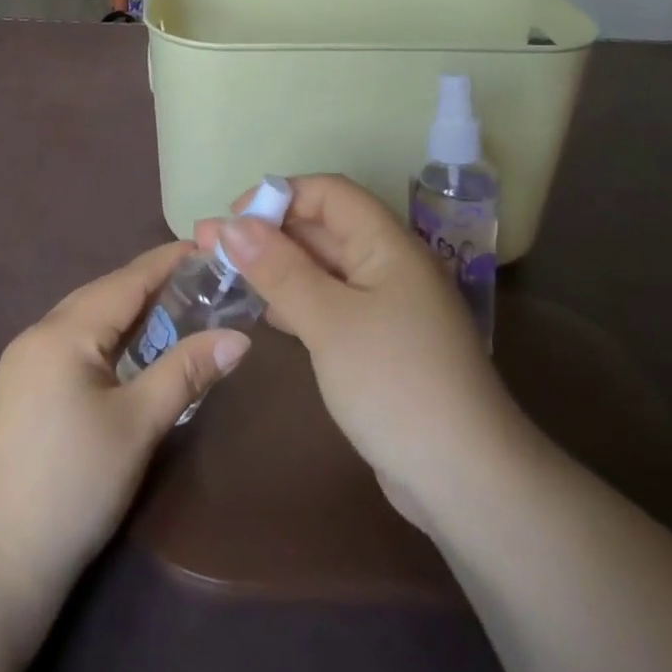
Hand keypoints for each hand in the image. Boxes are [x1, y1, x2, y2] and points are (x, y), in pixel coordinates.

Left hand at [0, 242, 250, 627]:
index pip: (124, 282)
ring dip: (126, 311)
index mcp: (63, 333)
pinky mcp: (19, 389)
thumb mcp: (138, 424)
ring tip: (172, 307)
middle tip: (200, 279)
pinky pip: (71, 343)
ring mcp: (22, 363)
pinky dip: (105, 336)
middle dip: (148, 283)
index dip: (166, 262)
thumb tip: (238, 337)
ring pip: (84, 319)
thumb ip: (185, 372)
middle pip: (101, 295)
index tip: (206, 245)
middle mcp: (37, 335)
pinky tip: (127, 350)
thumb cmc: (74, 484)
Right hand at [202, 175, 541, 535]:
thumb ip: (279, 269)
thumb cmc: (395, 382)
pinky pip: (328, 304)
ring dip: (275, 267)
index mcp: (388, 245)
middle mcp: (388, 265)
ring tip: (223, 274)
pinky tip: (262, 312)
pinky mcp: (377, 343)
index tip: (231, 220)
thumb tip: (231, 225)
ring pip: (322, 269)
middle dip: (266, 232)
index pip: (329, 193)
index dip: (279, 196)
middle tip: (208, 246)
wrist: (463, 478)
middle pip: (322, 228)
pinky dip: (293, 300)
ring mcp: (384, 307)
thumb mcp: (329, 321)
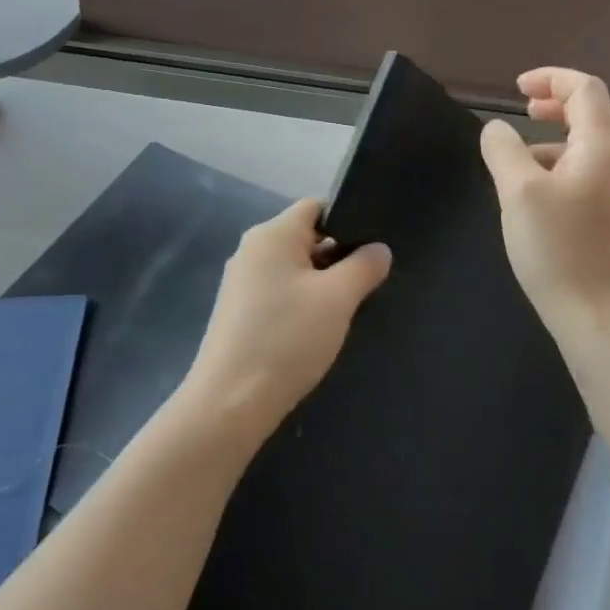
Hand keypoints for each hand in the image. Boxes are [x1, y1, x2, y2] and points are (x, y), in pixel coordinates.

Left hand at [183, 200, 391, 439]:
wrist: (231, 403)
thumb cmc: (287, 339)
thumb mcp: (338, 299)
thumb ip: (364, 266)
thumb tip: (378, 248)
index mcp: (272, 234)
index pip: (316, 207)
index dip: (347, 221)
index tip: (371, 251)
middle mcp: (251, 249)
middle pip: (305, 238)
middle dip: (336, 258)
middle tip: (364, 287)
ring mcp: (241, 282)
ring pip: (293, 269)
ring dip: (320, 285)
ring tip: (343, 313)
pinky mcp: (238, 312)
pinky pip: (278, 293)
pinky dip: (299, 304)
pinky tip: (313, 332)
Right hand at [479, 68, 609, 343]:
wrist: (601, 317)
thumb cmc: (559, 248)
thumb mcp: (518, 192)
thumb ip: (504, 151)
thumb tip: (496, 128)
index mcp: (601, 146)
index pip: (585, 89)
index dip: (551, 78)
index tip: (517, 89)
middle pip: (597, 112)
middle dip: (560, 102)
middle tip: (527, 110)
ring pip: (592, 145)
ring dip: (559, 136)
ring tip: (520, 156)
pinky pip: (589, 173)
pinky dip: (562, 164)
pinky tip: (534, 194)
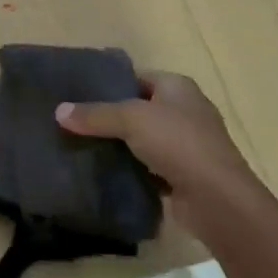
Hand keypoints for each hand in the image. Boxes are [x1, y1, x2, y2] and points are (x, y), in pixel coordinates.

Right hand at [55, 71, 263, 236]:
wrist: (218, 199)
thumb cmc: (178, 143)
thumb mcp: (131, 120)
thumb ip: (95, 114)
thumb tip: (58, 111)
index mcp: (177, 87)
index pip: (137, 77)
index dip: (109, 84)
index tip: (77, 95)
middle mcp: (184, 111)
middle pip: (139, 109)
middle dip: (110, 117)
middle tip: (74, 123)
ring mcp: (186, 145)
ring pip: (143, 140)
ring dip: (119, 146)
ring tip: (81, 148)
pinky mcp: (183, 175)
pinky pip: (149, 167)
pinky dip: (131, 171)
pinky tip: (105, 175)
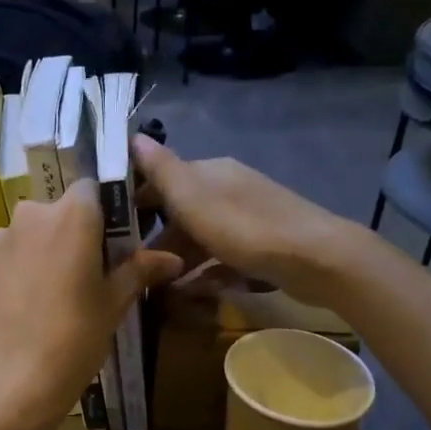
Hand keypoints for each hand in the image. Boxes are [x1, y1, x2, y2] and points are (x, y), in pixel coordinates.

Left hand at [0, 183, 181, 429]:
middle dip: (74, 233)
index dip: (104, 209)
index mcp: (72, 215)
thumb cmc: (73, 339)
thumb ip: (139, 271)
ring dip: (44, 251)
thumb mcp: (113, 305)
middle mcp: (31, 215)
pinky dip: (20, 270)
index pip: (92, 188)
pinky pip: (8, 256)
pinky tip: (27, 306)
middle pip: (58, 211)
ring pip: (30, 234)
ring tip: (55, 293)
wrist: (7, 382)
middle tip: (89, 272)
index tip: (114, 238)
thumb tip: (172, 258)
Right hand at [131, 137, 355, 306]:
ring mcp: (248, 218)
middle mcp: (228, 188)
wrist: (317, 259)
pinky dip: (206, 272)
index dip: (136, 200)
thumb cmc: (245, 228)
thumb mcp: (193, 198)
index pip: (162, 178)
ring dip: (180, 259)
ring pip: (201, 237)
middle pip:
· · · · · · ·
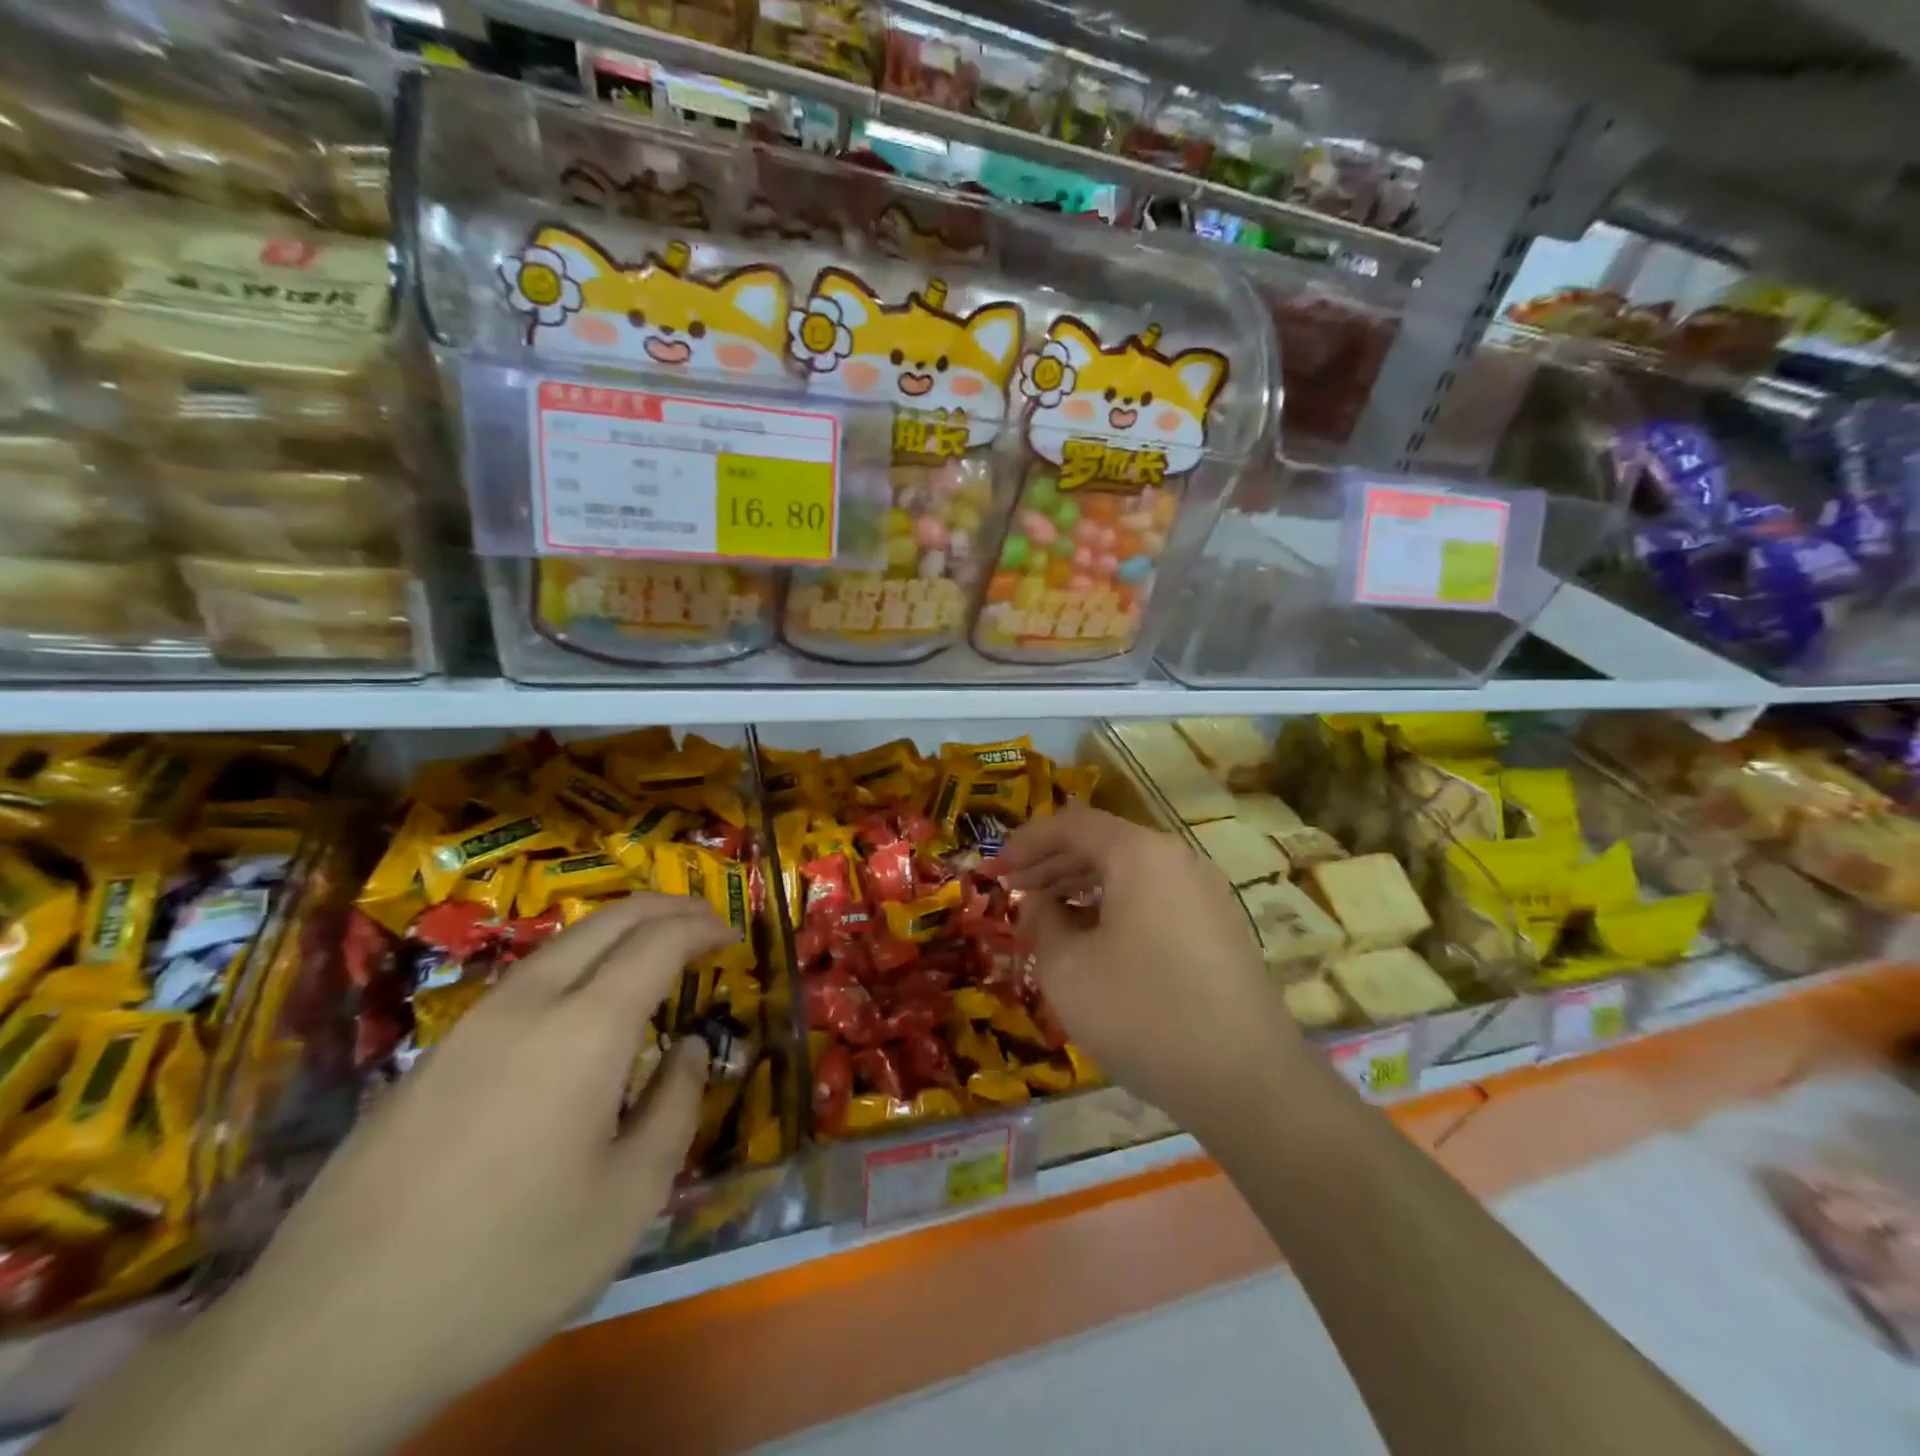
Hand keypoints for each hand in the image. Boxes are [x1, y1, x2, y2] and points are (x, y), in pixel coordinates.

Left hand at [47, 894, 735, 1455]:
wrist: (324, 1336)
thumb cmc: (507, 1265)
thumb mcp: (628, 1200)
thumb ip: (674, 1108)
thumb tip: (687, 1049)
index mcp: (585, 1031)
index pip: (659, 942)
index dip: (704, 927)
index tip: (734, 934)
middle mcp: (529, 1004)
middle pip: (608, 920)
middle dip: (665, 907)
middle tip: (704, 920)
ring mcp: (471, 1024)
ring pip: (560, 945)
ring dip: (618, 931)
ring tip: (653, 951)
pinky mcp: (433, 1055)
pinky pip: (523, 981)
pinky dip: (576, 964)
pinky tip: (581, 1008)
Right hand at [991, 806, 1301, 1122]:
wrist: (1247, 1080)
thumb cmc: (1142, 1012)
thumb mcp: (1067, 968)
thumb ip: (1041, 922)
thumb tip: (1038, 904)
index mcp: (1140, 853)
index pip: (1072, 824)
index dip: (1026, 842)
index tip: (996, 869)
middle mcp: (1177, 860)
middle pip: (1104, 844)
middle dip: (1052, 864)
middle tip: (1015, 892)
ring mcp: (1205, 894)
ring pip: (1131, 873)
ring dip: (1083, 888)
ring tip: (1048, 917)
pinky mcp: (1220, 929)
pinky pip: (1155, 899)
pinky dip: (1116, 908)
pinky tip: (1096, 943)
· · · · · · ·
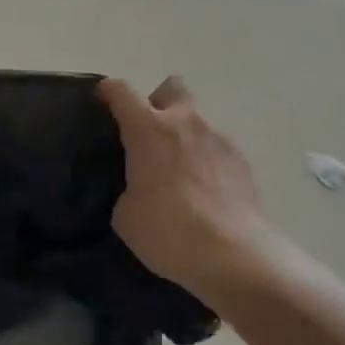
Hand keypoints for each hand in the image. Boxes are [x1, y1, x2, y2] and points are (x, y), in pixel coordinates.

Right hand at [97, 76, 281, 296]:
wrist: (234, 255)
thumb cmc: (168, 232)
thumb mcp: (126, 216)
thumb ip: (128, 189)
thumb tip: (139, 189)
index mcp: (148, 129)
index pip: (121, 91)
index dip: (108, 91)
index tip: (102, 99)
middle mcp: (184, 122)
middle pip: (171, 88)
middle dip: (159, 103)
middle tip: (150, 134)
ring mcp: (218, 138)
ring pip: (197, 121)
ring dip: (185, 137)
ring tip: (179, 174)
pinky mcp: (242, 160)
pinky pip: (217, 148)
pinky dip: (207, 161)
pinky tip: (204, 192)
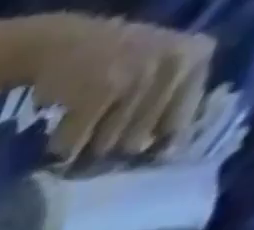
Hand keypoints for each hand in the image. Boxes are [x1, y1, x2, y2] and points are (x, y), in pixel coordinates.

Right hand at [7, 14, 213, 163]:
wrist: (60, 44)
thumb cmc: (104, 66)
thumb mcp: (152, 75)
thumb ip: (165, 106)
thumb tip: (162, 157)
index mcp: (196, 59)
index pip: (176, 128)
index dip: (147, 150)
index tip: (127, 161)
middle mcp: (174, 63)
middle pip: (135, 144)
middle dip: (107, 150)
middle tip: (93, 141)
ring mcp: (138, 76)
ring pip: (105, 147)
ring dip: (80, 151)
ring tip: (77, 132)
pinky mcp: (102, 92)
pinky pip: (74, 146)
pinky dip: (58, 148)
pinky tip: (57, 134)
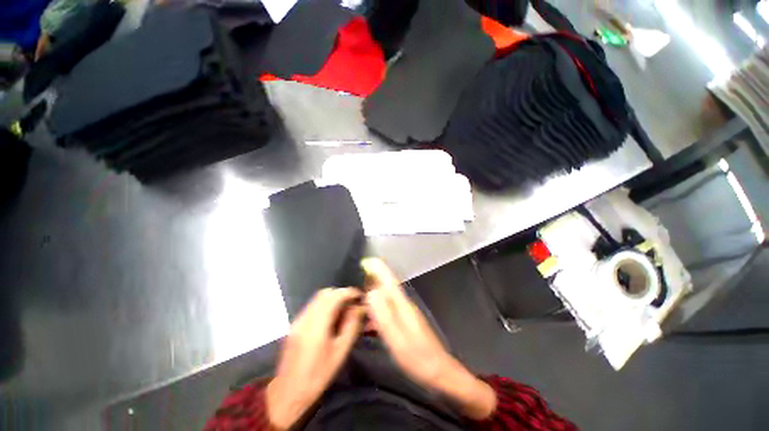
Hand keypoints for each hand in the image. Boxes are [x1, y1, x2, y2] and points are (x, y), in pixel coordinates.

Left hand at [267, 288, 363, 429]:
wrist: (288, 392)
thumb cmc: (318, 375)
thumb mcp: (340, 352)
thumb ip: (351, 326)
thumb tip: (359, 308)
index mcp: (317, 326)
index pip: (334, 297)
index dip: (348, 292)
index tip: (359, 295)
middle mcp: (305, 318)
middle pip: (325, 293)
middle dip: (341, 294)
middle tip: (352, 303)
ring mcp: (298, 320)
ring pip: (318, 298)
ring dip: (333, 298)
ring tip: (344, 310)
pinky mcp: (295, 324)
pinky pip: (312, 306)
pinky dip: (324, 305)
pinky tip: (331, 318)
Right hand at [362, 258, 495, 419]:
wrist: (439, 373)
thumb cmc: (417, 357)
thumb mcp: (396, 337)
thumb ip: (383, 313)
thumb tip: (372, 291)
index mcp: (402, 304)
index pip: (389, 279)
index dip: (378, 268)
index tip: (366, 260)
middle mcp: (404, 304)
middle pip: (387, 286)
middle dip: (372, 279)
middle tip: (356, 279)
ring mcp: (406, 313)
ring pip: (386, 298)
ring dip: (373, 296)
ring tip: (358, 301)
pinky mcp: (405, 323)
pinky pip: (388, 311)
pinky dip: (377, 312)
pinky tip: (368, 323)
· · · · · · ·
Exercise goal:
All pictures are to be skipped. Output, word for word, the lines in the data above starting at the line containing "ring tip: (343, 313)" and ending at the line containing "middle dip: (110, 117)".

Finished exercise:
ring tip: (343, 313)
pinky mcp: (238, 312)
pinky pip: (278, 293)
pinky dip: (299, 304)
pinky tip: (313, 332)
Right hand at [479, 68, 609, 343]:
wrist: (601, 317)
thumb cmc: (559, 248)
thumb mcp: (518, 192)
thumb ip: (504, 151)
thumb tip: (496, 128)
index mcp: (601, 146)
index pip: (585, 89)
index dip: (551, 78)
index tip: (517, 89)
middle pip: (597, 112)
middle dip: (560, 102)
middle tip: (527, 110)
ring pip: (592, 145)
ring dip: (559, 136)
ring tip: (520, 156)
pinky pip: (589, 173)
pinky dip: (562, 164)
pinky tip: (534, 194)
Hand keypoints for each hand in the image. Boxes are [x1, y1, x2, y2] and points are (x, y), in pixel coordinates.

Right hand at [55, 71, 263, 236]:
wrist: (218, 199)
thumb cmc: (178, 143)
thumb mcp: (131, 120)
thumb ip: (95, 114)
thumb tip: (58, 111)
index mcp: (177, 87)
index pip: (137, 77)
index dip: (109, 84)
index tip: (77, 95)
middle mcp: (184, 111)
middle pip: (139, 109)
middle dip: (110, 117)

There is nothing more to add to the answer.